Interesting Choice of Words

by piztjw 8 Replies latest watchtower beliefs

  • piztjw
    piztjw

    I get into words, and why certain words are used, and the meaning of certain words as they are used, especially by the WT&T$. I noticed the way this statement about relief work in the Phillipines news article on j.worg was written:

    "An estimated 15 to 20 percent of those seeking refuge at the site are non-Witnesses."

    What is telling about the way it is written is that Merriam-Webster defines the word non as 2 : of little or no consequence : unimportant : worthless. However the word not is defined simply as 1- used as a function word to make negative a group of words or a word. One way of writing would imply simply not JW's, while the way it is written is belittling, demeaning, and derogatory. I know that this probably doesn't matter to very many others and may be thought of as a very small thing, but it is many cummulative small drops of water that can form a river that will flow for years cutting into the earth creating something as large as the Grand Canyon. So too with the WT&T$. Many small seemingly insignificant affronts to human dignity will carve a chasm of indifference that will never be bridged.

  • snare&racket
    snare&racket

    Probably talking about JW kids.....

  • AudeSapere
    AudeSapere

    Interesting observation.

    Also, the other non-JW's (aside from kids) might be UnBelieving Mates...?

    -Aude.

  • Island Man
    Island Man

    I don't think there was any nefarious intentions by that statement a la demeaning non-Witnesses. I think it's just Watchtower trying hard to break the truthful stereotype that the JW organization, in times of disaster, tend to give help only to JWs. I don't see anything remotely demeaning or nefarious about the term non-Witness. If they had said 'worldly' it would have been a different matter.

  • mynameislame
    mynameislame

    It does seem odd to call them non-Wittnesses even if it wasn't to demean them in some way. Maybe just a PR move written by one of the "10 years of reading the Awake" educated JWs.
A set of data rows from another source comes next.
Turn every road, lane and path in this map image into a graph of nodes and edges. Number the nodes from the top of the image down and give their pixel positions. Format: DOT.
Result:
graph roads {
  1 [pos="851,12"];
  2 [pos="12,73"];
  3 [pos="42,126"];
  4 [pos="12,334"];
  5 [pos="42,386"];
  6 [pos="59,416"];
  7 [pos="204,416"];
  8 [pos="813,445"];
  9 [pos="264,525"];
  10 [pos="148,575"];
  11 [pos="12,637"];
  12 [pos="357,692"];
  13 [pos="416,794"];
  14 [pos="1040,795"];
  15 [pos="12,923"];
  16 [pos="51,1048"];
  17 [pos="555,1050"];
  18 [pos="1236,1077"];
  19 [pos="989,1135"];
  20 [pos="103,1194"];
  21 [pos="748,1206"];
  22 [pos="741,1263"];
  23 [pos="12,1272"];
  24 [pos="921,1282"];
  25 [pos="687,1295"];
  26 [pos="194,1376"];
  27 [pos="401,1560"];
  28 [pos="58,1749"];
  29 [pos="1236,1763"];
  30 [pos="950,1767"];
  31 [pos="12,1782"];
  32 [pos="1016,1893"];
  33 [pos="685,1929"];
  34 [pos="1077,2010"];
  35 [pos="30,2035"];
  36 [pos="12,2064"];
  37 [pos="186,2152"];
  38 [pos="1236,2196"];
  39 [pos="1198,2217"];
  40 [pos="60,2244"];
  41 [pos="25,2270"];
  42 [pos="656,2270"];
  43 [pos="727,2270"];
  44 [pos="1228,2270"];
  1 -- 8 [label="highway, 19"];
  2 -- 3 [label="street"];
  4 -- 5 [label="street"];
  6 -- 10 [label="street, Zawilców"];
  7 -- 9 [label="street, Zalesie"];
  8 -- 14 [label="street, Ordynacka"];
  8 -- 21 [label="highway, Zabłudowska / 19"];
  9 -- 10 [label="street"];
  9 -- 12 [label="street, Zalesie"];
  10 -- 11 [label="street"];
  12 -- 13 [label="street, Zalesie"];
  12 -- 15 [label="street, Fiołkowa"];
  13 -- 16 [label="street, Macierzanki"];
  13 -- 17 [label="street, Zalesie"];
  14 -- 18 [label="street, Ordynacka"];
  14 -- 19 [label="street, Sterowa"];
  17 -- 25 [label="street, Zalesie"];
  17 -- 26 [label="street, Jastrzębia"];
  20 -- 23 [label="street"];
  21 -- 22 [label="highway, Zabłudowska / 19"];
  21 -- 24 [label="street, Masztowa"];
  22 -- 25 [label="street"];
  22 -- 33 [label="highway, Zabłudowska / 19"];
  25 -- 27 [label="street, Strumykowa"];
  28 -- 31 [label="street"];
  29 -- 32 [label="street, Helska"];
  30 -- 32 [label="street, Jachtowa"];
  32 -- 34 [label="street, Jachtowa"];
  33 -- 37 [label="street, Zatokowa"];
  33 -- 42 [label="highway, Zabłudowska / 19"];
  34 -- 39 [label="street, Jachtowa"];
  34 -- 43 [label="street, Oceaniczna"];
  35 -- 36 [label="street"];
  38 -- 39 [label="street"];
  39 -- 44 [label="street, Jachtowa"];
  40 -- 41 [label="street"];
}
    Honestly that number seems rather low considering, as snare&racket and AudeSapere pointed out, that many of these are likely non-baptised children and mates. And it didn't say they were permitted to enter, just that they were seeking refuge. Wonder if that has any meaning?

  • Oubliette
    Oubliette

    So what does the expression "wordly people" imply? Goat-like ones?

  • leaving_quietly
    leaving_quietly

    That is definition #2, according to your dictionary. Definition #1 (via the online Merriam-Webster dictionary) is: " not : other than : reverse of : absence of". There is nothing wrong with using "non-Witnesses" and most certainly was not intended to belittle them. Sometimes we get a little sensitive on stuff like this, reading into it things that most likely are not there.

  • Vidiot
    Vidiot

    I used the phrase "non-Witnesses" even when I was still a JW because "worldy" had become too much of a pejorative label and I was uncomfortable with it.

  • Oubliette
    Oubliette

    It's all about "The Other"

    • It has been used in social science to understand the processes by which societies and groups exclude 'Others' whom they want to subordinate or who do not fit into their society. The concept of 'otherness' is also integral to the comprehending of a person, as people construct roles for themselves in relation to an 'other' as part of a process of reaction that is not necessarily related to stigmatization or condemnation.